Collected data:
***

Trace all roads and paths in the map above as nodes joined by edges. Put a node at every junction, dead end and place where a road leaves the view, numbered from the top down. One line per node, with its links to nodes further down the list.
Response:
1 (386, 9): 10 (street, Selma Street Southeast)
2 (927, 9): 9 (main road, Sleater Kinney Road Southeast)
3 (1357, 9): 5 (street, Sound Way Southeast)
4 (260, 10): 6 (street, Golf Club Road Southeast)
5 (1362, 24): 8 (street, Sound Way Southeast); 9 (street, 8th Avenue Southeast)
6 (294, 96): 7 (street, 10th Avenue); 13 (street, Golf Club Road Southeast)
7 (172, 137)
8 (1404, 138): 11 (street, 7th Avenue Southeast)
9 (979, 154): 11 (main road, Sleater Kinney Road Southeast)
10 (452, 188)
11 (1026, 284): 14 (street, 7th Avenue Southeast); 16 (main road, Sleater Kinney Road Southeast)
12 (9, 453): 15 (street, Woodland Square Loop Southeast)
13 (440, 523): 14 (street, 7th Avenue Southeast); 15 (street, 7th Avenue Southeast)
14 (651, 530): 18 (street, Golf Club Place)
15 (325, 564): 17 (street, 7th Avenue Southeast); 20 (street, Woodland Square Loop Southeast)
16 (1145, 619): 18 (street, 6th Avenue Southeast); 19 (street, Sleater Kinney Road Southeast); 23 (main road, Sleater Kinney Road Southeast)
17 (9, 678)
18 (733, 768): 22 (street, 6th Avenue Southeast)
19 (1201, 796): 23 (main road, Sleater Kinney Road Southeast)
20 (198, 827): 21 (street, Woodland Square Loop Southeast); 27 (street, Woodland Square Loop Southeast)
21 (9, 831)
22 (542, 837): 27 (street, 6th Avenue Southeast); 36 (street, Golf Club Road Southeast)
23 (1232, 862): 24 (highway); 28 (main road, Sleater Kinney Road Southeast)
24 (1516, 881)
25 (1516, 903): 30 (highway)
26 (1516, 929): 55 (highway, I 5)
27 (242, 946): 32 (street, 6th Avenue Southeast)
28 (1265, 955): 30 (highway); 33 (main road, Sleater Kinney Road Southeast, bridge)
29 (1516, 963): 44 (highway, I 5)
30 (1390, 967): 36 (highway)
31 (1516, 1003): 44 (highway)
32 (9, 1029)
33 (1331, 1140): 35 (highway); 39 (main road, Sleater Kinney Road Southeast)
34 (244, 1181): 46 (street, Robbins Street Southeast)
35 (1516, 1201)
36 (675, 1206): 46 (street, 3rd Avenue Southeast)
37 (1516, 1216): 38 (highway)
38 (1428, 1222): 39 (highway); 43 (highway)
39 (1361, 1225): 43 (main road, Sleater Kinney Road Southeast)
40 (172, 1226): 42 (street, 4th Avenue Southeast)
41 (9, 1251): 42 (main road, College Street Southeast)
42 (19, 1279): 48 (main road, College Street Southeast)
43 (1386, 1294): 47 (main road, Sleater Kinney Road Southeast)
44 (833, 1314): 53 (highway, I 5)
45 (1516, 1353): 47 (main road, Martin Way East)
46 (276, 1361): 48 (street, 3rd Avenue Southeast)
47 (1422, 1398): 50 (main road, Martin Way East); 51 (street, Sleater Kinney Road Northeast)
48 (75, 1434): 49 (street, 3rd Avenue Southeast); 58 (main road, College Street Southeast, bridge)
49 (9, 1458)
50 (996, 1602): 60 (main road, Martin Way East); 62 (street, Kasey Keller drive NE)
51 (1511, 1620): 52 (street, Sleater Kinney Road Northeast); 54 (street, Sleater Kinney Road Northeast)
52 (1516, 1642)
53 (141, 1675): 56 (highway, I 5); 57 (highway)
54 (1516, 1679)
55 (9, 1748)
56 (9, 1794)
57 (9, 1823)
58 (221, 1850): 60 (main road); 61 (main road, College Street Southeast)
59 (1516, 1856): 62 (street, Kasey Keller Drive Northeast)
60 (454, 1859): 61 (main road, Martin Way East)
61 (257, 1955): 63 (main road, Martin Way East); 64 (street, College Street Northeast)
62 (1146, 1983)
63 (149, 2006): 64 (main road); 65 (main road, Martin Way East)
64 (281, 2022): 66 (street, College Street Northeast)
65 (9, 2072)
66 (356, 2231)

***

— What needs to be done —
All of the entries above should be written out again exactly.

— Answer —
Trace all roads and paths in the map above as nodes joined by edges. Put a node at every junction, dead end and place where a road leaves the view, numbered from the top down. One line per node, with its links to nodes further down the list.
Response:
1 (386, 9): 10 (street, Selma Street Southeast)
2 (927, 9): 9 (main road, Sleater Kinney Road Southeast)
3 (1357, 9): 5 (street, Sound Way Southeast)
4 (260, 10): 6 (street, Golf Club Road Southeast)
5 (1362, 24): 8 (street, Sound Way Southeast); 9 (street, 8th Avenue Southeast)
6 (294, 96): 7 (street, 10th Avenue); 13 (street, Golf Club Road Southeast)
7 (172, 137)
8 (1404, 138): 11 (street, 7th Avenue Southeast)
9 (979, 154): 11 (main road, Sleater Kinney Road Southeast)
10 (452, 188)
11 (1026, 284): 14 (street, 7th Avenue Southeast); 16 (main road, Sleater Kinney Road Southeast)
12 (9, 453): 15 (street, Woodland Square Loop Southeast)
13 (440, 523): 14 (street, 7th Avenue Southeast); 15 (street, 7th Avenue Southeast)
14 (651, 530): 18 (street, Golf Club Place)
15 (325, 564): 17 (street, 7th Avenue Southeast); 20 (street, Woodland Square Loop Southeast)
16 (1145, 619): 18 (street, 6th Avenue Southeast); 19 (street, Sleater Kinney Road Southeast); 23 (main road, Sleater Kinney Road Southeast)
17 (9, 678)
18 (733, 768): 22 (street, 6th Avenue Southeast)
19 (1201, 796): 23 (main road, Sleater Kinney Road Southeast)
20 (198, 827): 21 (street, Woodland Square Loop Southeast); 27 (street, Woodland Square Loop Southeast)
21 (9, 831)
22 (542, 837): 27 (street, 6th Avenue Southeast); 36 (street, Golf Club Road Southeast)
23 (1232, 862): 24 (highway); 28 (main road, Sleater Kinney Road Southeast)
24 (1516, 881)
25 (1516, 903): 30 (highway)
26 (1516, 929): 55 (highway, I 5)
27 (242, 946): 32 (street, 6th Avenue Southeast)
28 (1265, 955): 30 (highway); 33 (main road, Sleater Kinney Road Southeast, bridge)
29 (1516, 963): 44 (highway, I 5)
30 (1390, 967): 36 (highway)
31 (1516, 1003): 44 (highway)
32 (9, 1029)
33 (1331, 1140): 35 (highway); 39 (main road, Sleater Kinney Road Southeast)
34 (244, 1181): 46 (street, Robbins Street Southeast)
35 (1516, 1201)
36 (675, 1206): 46 (street, 3rd Avenue Southeast)
37 (1516, 1216): 38 (highway)
38 (1428, 1222): 39 (highway); 43 (highway)
39 (1361, 1225): 43 (main road, Sleater Kinney Road Southeast)
40 (172, 1226): 42 (street, 4th Avenue Southeast)
41 (9, 1251): 42 (main road, College Street Southeast)
42 (19, 1279): 48 (main road, College Street Southeast)
43 (1386, 1294): 47 (main road, Sleater Kinney Road Southeast)
44 (833, 1314): 53 (highway, I 5)
45 (1516, 1353): 47 (main road, Martin Way East)
46 (276, 1361): 48 (street, 3rd Avenue Southeast)
47 (1422, 1398): 50 (main road, Martin Way East); 51 (street, Sleater Kinney Road Northeast)
48 (75, 1434): 49 (street, 3rd Avenue Southeast); 58 (main road, College Street Southeast, bridge)
49 (9, 1458)
50 (996, 1602): 60 (main road, Martin Way East); 62 (street, Kasey Keller drive NE)
51 (1511, 1620): 52 (street, Sleater Kinney Road Northeast); 54 (street, Sleater Kinney Road Northeast)
52 (1516, 1642)
53 (141, 1675): 56 (highway, I 5); 57 (highway)
54 (1516, 1679)
55 (9, 1748)
56 (9, 1794)
57 (9, 1823)
58 (221, 1850): 60 (main road); 61 (main road, College Street Southeast)
59 (1516, 1856): 62 (street, Kasey Keller Drive Northeast)
60 (454, 1859): 61 (main road, Martin Way East)
61 (257, 1955): 63 (main road, Martin Way East); 64 (street, College Street Northeast)
62 (1146, 1983)
63 (149, 2006): 64 (main road); 65 (main road, Martin Way East)
64 (281, 2022): 66 (street, College Street Northeast)
65 (9, 2072)
66 (356, 2231)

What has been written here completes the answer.